== DATA PROVIDED ==
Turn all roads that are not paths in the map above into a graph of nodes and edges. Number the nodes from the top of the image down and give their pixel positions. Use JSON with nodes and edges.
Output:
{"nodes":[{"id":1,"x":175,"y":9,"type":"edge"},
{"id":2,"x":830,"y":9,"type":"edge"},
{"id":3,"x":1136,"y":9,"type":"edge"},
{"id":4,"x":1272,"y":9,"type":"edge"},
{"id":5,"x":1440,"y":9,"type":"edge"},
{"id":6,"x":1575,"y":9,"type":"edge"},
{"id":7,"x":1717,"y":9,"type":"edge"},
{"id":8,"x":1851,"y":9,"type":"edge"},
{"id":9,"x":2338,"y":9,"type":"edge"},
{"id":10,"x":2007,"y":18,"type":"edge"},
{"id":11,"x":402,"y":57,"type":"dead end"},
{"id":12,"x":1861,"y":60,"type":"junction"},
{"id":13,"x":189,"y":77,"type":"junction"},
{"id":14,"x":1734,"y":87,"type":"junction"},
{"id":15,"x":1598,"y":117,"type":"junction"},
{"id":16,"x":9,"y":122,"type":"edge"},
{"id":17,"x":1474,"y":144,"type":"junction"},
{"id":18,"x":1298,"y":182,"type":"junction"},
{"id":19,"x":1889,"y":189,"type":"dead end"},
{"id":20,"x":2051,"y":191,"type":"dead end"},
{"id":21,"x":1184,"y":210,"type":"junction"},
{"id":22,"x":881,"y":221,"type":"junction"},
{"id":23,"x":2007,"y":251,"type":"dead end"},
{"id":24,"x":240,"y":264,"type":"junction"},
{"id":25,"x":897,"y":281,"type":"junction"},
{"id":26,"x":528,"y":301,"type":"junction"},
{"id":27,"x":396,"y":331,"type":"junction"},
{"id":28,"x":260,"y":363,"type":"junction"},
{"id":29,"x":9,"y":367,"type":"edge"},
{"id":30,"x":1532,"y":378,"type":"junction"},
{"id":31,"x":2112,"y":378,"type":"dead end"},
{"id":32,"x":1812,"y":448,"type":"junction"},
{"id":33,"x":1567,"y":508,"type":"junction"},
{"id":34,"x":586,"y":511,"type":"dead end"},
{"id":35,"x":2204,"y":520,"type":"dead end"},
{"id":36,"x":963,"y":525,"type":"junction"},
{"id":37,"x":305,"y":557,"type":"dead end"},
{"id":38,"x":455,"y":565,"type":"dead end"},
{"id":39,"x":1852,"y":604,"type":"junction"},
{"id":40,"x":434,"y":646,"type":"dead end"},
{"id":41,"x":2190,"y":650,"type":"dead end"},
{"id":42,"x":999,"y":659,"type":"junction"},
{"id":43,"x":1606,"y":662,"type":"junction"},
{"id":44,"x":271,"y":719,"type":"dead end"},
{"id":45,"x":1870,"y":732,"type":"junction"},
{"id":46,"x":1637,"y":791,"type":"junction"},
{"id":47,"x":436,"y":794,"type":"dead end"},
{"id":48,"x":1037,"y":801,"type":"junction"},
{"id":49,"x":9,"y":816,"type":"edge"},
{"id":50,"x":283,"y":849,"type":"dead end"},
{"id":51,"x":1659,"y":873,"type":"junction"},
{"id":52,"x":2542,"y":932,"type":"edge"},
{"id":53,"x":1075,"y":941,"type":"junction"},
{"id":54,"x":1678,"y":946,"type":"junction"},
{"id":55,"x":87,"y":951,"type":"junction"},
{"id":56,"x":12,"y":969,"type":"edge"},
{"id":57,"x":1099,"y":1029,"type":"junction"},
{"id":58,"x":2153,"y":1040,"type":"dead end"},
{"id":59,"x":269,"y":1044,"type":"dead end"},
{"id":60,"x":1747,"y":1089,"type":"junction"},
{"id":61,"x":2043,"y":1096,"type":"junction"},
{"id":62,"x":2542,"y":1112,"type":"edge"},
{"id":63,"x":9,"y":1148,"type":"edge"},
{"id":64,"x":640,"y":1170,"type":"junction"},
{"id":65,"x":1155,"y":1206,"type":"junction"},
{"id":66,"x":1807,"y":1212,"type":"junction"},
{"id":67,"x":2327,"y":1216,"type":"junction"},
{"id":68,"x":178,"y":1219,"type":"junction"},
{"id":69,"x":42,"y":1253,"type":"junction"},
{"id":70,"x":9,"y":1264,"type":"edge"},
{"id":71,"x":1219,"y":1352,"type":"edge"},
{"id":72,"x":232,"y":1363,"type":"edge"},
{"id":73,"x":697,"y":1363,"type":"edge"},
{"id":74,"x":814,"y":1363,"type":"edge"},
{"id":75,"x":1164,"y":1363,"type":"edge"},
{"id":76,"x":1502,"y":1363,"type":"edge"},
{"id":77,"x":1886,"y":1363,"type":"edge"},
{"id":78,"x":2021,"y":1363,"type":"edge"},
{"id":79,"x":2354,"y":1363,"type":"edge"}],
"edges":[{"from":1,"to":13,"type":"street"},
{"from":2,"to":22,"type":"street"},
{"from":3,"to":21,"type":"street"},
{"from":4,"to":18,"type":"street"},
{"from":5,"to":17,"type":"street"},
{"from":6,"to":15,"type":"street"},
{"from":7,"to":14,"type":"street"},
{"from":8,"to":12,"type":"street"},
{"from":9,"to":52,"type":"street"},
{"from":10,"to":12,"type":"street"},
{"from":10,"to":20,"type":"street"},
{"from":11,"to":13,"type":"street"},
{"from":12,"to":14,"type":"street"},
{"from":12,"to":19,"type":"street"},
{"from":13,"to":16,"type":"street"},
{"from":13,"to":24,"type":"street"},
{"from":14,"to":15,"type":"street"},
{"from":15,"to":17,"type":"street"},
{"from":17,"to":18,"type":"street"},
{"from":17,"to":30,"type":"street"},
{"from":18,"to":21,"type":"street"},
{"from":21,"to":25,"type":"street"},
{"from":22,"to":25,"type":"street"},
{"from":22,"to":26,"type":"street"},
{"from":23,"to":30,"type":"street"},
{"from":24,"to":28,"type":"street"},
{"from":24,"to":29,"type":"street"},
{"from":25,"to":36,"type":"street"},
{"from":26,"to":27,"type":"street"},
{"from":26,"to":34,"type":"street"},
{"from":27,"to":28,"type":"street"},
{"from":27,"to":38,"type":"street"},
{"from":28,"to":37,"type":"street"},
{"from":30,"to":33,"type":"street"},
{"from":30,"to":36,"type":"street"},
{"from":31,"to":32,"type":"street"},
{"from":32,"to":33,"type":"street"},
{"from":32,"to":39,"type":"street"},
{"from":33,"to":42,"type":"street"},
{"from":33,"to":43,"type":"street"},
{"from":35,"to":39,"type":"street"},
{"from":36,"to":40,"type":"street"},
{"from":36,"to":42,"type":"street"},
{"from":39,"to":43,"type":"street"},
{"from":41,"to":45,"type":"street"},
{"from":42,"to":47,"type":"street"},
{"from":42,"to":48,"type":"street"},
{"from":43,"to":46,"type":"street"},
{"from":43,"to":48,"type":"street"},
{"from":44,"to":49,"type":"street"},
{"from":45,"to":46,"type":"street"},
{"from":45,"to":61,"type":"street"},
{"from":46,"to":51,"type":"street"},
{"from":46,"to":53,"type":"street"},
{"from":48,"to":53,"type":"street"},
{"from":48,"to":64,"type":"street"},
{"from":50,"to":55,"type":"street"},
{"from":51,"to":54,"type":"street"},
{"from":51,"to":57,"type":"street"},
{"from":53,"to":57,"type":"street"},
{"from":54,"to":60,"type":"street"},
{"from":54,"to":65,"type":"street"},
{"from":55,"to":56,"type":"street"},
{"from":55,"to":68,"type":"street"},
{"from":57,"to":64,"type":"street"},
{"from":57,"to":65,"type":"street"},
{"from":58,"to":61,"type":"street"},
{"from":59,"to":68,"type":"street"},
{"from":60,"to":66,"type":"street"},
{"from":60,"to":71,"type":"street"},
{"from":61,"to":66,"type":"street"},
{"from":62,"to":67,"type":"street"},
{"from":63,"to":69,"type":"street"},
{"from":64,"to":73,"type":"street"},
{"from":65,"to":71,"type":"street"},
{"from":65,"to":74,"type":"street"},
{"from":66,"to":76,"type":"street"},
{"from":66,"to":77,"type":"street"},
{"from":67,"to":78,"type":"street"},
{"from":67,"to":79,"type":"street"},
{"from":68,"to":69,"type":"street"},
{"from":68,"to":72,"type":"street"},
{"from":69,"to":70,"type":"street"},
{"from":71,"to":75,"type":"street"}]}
===
ABOUT THIS EXERCISE:
Show all lines above that contain "edges".

ANSWER TO THE PROBLEM:
Turn all roads that are not paths in the map above into a graph of nodes and edges. Number the nodes from the top of the image down and give their pixel positions. Use JSON with nodes and edges.
"edges":[{"from":1,"to":13,"type":"street"},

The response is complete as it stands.